Within 24 hours of the rioting, Australia dispatched several hundred heavily armed troops to protect Rini and his big-business allies from the wrath of Honiara's impoverished Melanesian residents.
Since July 2003, the Solomons police, prison system, judiciary and key government departments have been run by 120 civilian "advisers" and 280 police from the Australian-dominated Regional Assistance Mission to the Solomon Islands (RAMSI).
The April 30 Sydney Morning Herald reported that an "Australian official has been sent home from the Solomon Islands after writing a private email suggesting Australia tried to influence the choice of prime minister before riots broke out in the capital Honiara".

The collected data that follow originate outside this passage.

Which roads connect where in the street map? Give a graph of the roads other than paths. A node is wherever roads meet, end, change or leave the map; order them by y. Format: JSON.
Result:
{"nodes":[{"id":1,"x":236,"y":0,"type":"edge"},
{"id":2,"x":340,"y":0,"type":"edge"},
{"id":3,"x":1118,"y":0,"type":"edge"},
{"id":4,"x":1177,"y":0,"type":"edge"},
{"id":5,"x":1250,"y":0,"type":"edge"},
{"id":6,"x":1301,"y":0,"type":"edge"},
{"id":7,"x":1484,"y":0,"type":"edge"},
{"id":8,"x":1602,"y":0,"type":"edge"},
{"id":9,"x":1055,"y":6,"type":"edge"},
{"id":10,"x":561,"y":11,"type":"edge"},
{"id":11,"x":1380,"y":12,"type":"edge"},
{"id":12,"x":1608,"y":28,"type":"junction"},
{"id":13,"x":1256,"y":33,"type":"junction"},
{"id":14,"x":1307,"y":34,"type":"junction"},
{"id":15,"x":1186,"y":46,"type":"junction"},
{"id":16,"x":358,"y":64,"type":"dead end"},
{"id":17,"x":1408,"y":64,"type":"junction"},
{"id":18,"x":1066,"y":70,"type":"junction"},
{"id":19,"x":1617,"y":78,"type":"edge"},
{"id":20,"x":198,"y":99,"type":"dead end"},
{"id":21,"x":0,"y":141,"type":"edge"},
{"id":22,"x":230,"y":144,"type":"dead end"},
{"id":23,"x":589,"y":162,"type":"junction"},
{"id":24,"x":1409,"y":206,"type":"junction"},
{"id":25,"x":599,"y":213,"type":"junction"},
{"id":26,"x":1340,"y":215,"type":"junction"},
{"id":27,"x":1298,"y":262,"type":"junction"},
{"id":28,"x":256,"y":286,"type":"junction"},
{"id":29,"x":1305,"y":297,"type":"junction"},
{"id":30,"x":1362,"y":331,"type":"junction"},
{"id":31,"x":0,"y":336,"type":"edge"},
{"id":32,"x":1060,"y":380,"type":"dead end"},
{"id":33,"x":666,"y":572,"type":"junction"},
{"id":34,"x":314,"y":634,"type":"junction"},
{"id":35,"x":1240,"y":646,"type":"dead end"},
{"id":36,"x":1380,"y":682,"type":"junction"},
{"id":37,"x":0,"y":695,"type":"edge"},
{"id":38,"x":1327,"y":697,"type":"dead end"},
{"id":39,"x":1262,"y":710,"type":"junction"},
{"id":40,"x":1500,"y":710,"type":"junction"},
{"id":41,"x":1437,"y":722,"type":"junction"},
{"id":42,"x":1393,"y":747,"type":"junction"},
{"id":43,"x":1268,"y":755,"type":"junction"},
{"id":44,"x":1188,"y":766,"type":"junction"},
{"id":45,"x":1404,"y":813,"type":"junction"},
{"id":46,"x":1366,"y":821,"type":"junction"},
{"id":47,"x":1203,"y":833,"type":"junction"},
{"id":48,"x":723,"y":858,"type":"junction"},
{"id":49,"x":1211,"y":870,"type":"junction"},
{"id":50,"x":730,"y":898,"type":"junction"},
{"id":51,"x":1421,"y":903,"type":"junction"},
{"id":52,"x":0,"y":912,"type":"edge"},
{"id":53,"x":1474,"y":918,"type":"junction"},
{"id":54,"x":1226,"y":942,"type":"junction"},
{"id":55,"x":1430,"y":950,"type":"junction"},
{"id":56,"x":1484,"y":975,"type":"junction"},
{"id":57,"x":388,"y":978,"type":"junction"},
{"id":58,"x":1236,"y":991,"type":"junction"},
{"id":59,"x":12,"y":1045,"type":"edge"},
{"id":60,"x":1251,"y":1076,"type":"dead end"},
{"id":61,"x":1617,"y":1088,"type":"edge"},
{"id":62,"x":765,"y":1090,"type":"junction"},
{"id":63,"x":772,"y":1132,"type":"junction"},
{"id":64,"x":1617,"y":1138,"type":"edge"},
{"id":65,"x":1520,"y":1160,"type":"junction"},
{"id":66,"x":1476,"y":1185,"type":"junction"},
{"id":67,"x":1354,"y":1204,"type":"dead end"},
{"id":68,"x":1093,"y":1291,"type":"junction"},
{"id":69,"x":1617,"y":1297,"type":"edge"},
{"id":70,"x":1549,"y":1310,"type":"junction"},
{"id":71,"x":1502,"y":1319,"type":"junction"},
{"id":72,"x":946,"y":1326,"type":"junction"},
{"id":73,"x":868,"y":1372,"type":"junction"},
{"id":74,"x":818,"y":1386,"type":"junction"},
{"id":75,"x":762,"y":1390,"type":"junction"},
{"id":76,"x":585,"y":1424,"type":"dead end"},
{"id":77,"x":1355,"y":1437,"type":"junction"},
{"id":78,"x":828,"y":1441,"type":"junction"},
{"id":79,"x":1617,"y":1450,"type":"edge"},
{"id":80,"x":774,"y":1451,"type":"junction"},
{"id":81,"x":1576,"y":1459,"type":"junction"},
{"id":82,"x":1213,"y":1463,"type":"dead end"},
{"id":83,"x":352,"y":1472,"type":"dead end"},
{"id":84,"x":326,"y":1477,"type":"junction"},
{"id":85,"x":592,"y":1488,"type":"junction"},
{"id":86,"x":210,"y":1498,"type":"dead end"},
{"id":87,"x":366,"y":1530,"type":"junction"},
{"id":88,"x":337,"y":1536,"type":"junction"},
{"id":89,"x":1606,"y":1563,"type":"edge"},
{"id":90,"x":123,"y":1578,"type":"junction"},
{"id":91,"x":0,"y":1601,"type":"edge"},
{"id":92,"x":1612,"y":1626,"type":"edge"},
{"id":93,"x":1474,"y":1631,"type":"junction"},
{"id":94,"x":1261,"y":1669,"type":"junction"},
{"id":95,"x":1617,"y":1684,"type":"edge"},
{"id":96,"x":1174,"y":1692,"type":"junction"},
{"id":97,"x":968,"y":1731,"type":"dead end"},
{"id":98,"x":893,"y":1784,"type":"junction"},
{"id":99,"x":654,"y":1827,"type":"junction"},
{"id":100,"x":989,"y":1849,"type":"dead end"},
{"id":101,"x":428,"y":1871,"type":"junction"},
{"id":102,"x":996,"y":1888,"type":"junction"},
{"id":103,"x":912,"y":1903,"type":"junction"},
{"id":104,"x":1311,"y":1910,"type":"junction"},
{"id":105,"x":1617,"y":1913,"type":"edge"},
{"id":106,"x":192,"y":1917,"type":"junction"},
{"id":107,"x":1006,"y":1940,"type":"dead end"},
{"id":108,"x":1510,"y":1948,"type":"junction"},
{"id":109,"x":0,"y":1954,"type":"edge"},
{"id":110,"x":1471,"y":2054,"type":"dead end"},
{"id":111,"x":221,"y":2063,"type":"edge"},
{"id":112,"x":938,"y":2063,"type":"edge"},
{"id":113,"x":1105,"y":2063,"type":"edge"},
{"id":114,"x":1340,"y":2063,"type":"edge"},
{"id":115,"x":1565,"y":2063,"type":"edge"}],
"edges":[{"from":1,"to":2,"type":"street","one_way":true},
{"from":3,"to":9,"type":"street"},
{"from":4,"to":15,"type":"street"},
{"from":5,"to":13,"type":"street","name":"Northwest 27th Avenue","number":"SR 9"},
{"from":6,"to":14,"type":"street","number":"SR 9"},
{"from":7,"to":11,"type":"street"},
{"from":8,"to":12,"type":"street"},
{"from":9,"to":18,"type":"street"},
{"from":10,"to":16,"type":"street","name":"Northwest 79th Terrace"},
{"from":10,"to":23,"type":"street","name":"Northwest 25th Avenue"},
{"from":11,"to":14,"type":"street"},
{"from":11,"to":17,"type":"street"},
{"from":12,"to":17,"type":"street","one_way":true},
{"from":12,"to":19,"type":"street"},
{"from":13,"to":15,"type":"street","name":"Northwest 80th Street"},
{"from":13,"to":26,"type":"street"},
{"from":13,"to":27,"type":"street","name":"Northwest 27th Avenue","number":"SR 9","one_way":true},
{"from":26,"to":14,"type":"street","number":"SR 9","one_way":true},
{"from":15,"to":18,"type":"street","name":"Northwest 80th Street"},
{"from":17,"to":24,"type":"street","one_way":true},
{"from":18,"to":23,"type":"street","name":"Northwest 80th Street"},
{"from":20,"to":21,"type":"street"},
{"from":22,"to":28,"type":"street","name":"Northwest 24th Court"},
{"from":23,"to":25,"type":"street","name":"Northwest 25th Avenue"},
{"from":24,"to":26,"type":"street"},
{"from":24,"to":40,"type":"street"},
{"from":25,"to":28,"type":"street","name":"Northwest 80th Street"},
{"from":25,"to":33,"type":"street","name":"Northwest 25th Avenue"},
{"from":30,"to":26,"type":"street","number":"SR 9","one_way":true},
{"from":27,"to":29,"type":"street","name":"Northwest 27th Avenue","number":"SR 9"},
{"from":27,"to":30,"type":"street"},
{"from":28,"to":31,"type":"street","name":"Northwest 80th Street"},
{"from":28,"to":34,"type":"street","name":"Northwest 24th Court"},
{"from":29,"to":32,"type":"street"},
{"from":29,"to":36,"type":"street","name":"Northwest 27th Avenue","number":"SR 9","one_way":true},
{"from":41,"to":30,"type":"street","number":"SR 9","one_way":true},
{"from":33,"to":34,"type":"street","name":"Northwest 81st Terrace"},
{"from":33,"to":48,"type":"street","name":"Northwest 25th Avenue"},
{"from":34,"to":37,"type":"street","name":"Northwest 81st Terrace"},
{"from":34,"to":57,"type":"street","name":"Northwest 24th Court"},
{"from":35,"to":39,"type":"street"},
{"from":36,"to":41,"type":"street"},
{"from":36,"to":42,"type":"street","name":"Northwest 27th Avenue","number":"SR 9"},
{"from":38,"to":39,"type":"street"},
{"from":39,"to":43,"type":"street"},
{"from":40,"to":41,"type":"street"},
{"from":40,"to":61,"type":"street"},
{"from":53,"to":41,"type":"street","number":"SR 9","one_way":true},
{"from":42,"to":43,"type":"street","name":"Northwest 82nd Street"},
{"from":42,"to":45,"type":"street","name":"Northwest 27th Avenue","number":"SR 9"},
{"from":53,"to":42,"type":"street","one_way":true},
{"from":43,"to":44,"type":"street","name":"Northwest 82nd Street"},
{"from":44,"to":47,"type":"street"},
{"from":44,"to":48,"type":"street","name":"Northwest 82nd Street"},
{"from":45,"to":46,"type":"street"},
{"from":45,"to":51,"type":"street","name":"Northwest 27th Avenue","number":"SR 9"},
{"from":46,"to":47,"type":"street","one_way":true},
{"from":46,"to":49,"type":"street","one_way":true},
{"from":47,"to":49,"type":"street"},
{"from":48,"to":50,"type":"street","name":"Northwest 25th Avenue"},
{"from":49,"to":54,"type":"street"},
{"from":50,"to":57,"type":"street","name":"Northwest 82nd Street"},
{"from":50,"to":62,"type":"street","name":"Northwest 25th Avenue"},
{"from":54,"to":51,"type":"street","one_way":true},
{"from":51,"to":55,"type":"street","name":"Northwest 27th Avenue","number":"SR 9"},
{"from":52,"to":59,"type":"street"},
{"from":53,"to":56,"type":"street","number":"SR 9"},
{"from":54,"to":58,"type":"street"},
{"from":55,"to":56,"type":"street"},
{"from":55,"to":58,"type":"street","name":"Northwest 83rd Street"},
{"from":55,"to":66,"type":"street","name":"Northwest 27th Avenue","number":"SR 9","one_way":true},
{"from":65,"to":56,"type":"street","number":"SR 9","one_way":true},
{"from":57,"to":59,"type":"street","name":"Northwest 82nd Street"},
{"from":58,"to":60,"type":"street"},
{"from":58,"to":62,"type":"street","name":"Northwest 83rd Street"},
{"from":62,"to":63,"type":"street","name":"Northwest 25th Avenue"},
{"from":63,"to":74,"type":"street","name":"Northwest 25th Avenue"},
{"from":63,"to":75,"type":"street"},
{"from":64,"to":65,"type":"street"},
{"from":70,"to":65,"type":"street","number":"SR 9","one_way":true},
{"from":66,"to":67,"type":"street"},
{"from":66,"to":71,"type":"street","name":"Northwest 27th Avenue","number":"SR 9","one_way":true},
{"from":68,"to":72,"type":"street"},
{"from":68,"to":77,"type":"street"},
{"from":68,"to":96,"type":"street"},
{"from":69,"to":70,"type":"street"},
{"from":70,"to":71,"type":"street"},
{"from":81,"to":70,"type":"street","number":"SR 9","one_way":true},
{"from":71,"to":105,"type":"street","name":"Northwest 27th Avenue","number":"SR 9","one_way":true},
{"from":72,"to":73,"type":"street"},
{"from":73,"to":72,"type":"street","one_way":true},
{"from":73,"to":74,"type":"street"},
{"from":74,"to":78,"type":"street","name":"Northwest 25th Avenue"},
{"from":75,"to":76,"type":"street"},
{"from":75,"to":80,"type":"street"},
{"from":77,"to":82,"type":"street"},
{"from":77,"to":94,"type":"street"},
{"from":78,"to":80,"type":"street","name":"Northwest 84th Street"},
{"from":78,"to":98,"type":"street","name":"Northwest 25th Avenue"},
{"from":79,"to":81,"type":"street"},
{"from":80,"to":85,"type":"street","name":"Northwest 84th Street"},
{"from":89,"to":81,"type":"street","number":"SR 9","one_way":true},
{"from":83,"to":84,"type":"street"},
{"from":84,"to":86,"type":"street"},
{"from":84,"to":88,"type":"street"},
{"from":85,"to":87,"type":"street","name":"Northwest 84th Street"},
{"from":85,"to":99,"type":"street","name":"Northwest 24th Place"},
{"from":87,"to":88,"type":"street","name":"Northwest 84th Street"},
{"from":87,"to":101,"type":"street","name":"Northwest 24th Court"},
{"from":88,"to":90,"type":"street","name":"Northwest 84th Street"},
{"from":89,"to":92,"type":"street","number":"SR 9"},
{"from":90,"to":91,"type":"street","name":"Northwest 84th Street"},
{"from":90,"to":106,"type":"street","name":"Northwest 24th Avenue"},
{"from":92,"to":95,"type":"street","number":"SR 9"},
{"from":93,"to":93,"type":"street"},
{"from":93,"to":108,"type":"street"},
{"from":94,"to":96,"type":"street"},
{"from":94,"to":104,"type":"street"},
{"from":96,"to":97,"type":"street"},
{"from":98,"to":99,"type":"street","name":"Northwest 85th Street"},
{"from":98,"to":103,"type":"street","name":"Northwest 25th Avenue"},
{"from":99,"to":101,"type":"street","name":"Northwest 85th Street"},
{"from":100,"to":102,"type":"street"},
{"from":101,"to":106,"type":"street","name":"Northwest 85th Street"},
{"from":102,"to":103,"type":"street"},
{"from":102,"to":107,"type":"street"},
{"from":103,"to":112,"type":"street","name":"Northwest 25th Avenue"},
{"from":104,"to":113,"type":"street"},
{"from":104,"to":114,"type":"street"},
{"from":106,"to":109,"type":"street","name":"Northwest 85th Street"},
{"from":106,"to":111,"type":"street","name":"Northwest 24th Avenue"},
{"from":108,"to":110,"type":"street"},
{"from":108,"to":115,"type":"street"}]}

The official, since identified as Mick Shannon, had written in an April 17 email to a colleague in Australia: "I was speaking to [Australian high commissioner] Patrick Cole this morning (after I had soundly thrashed him in the Rotary fun run) and he is equally pessimistic as, he noted, are business interests here.
"Cole said he had talked to Tommy and [his son] Laurie Chan as to why Rini had been selected given that they had given him assurances that he wouldn't be." Shannon added: "Looks like Tommy Chan's main business interest is in getting a second casino licence and he can no doubt depend on Rini for that."
The Chans are closely associated with Patrick Leong, another naturalised Chinese business tycoon, who owns the US$20 million Pacific Casino Hotel, located three kilometres from Chinatown. It was also looted and torched during the riots.
In his April 17 email, Shannon wrote: "Of the candidates, the depressing choice will be between Rini (most likely) and Sogavare (social credit — anti-banks) but either way things do not look good for the future of RAMSI or the future good governance of [the Solomon Islands]."
The May 3 Solomon Star reported that following the April 5 general election, RAMSI had favoured the selection of either Laurie Chan, who had served as Kemakeza's foreign minister, or Milner Tozaka, who had been Kemakeza's ambassador to Australia, as the government coalition's candidate for PM.
Shannon's email also said Rini would never allow Peter Boyers, Kemakeza's finance minister, to keep his portfolio and that this would mean "we will end up with no effective voice in cabinet to guide economic and fiscal policy".
The results of the RAMSI-"guided" economic and fiscal policies were summed up by Anglican Bishop Terry Brown in an article in the January 18 Solomon Star as "increasing poverty and unemployment, high school fees, a downward-spiralling economy, higher inflation and lower incomes, declining medical services, ongoing corruption in government ministries, lack of planning and implementation of how Solomon Islanders will competently run all parts of their own government, crumbling infrastructure, millions and millions of RAMSI funds spent on Australians with the money going back to Australia with minimum cash benefit for Solomon Islanders, continued centralizing of everything in Honiara, etc."
From Green Left Weekly, May 10, 2006.